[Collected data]

***

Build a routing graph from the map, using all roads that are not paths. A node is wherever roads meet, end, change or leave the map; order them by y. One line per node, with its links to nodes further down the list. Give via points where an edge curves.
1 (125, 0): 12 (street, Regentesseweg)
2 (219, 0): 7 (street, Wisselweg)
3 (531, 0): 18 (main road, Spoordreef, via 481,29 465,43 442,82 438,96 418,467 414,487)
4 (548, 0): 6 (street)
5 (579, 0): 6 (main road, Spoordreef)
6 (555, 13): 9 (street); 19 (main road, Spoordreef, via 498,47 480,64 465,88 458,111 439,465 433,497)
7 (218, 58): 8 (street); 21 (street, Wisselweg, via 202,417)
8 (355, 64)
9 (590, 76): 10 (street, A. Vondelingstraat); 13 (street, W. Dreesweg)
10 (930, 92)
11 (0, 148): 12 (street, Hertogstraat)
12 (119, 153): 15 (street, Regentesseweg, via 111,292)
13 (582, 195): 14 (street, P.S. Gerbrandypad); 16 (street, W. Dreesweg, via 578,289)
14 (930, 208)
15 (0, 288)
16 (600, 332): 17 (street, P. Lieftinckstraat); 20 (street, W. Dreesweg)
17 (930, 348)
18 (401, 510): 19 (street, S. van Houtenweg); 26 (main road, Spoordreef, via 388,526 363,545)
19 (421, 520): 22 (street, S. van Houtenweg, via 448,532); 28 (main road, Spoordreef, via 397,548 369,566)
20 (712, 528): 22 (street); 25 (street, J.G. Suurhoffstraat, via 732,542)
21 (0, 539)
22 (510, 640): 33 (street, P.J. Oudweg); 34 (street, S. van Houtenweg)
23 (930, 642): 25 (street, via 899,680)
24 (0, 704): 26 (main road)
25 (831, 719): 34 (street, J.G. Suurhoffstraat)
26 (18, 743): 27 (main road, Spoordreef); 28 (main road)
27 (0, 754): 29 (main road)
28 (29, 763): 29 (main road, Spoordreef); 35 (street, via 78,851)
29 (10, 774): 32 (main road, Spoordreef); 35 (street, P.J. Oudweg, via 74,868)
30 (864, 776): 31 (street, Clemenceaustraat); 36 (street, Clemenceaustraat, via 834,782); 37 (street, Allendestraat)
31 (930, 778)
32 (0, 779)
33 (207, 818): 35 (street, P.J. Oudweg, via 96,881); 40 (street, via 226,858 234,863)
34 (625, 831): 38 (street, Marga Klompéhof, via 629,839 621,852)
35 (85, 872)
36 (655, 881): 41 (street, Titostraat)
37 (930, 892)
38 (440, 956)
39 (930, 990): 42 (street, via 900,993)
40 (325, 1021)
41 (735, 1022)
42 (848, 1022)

***

» PROBLEM TO WORK ON: For each line of the entries that includes "Suurhoffstraat", show that line.

» RESULT BELOW:
20 (712, 528): 22 (street); 25 (street, J.G. Suurhoffstraat, via 732,542)
25 (831, 719): 34 (street, J.G. Suurhoffstraat)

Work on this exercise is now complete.